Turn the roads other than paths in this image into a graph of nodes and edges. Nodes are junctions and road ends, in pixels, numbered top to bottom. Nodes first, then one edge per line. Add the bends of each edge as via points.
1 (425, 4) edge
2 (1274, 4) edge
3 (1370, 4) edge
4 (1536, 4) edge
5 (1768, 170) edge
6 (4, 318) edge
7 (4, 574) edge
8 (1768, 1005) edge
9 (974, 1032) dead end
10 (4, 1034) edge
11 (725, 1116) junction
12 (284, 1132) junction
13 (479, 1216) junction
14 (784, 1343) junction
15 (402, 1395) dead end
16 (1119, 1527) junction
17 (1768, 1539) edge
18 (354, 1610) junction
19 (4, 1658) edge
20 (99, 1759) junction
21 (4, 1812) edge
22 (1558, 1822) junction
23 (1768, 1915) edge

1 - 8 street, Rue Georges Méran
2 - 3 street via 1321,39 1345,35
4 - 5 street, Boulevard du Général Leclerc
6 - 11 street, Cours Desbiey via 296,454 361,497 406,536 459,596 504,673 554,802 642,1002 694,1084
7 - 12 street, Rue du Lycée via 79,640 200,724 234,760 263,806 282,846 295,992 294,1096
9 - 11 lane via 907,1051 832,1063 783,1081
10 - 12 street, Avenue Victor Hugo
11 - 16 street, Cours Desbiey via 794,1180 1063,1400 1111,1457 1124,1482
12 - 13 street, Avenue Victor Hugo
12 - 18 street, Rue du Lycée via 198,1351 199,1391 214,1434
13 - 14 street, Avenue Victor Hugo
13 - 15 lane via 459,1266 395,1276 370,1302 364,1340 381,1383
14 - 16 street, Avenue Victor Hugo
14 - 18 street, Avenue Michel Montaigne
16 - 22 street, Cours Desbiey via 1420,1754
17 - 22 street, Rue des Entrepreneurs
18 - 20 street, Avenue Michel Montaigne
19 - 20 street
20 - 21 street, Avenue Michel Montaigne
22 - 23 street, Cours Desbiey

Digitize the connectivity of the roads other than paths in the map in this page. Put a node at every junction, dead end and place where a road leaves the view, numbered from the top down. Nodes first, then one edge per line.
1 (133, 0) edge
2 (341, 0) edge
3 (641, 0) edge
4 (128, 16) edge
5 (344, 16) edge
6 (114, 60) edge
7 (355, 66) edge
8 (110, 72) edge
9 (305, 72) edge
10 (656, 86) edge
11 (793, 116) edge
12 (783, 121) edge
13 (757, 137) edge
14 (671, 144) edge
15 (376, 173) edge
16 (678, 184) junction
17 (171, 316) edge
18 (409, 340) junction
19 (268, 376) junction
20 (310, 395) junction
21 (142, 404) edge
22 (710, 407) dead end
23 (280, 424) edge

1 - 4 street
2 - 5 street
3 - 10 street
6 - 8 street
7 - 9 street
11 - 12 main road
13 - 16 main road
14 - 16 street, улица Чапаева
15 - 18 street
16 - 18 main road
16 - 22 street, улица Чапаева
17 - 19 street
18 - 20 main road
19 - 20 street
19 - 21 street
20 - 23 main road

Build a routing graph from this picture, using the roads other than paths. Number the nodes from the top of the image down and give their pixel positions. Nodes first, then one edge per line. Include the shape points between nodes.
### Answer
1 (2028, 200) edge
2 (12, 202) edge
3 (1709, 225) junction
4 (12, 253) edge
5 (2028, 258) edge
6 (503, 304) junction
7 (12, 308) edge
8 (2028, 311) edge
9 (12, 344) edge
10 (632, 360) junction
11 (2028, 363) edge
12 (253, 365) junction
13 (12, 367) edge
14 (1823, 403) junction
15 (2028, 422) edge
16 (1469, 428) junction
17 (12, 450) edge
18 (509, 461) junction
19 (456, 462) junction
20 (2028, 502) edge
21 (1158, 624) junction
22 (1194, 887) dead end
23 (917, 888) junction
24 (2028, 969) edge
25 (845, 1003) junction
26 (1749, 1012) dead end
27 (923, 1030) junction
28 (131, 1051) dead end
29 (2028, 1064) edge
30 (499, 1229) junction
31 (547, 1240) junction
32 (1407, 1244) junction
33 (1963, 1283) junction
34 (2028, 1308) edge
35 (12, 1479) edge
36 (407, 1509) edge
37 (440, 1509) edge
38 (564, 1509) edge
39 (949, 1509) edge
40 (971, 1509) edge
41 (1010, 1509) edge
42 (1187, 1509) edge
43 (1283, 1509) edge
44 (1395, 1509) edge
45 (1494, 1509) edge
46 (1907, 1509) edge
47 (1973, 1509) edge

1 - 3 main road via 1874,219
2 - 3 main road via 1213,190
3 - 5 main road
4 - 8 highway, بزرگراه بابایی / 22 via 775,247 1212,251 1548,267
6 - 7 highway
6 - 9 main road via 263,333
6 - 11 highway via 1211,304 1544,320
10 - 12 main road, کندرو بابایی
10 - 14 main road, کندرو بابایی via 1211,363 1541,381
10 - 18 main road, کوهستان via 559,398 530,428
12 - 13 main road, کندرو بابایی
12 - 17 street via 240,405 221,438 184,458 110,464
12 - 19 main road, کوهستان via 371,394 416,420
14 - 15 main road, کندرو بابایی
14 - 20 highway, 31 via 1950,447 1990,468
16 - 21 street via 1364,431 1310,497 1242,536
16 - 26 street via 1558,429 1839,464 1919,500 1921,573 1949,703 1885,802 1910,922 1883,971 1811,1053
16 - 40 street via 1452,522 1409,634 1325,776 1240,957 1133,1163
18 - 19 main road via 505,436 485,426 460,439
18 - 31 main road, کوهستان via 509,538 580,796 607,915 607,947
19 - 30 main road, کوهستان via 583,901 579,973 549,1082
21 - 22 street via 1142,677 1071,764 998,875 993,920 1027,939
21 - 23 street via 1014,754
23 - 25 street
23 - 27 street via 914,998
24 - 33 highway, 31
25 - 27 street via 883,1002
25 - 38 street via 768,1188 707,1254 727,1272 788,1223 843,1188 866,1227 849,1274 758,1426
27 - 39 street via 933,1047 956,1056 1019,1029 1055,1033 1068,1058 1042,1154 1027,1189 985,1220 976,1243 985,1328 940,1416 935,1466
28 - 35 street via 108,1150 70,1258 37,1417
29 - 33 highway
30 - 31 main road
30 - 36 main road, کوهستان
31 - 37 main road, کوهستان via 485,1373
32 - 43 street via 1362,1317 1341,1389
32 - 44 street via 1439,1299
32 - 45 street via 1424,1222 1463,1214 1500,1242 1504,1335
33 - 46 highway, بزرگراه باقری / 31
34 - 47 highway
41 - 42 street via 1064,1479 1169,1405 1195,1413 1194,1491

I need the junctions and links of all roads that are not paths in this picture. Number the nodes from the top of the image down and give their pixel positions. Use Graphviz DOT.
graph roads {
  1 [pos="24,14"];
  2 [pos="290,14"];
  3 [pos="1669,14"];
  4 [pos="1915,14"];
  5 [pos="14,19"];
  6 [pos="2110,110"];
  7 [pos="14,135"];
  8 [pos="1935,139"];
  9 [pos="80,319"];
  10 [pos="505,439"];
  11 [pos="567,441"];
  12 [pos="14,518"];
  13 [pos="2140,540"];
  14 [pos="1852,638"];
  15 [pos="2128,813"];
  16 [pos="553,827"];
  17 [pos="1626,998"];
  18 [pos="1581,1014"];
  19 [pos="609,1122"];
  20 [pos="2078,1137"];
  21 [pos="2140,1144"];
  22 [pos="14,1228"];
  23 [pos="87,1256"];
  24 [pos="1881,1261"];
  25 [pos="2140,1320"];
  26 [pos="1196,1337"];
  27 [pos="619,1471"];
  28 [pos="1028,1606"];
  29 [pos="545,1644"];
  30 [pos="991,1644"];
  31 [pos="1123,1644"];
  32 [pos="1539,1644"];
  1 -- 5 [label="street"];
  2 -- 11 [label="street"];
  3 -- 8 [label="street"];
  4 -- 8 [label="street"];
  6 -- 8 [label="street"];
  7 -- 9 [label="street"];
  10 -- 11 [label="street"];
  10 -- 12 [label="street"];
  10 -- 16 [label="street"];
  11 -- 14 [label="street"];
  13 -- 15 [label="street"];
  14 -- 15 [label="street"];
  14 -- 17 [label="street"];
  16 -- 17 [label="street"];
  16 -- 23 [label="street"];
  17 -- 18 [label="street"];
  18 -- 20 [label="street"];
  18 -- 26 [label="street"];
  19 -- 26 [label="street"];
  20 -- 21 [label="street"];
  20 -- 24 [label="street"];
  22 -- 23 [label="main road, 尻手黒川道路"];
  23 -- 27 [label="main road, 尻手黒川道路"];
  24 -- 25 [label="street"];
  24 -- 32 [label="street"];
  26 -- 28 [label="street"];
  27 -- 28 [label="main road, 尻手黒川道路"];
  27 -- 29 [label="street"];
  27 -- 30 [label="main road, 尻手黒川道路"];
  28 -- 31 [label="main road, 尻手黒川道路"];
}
========================================
> _Goal of the exercise_: If a line above includes the string "Hugo", pick it out.

> _Exercise answer_:
10 - 12 street, Avenue Victor Hugo
12 - 13 street, Avenue Victor Hugo
13 - 14 street, Avenue Victor Hugo
14 - 16 street, Avenue Victor Hugo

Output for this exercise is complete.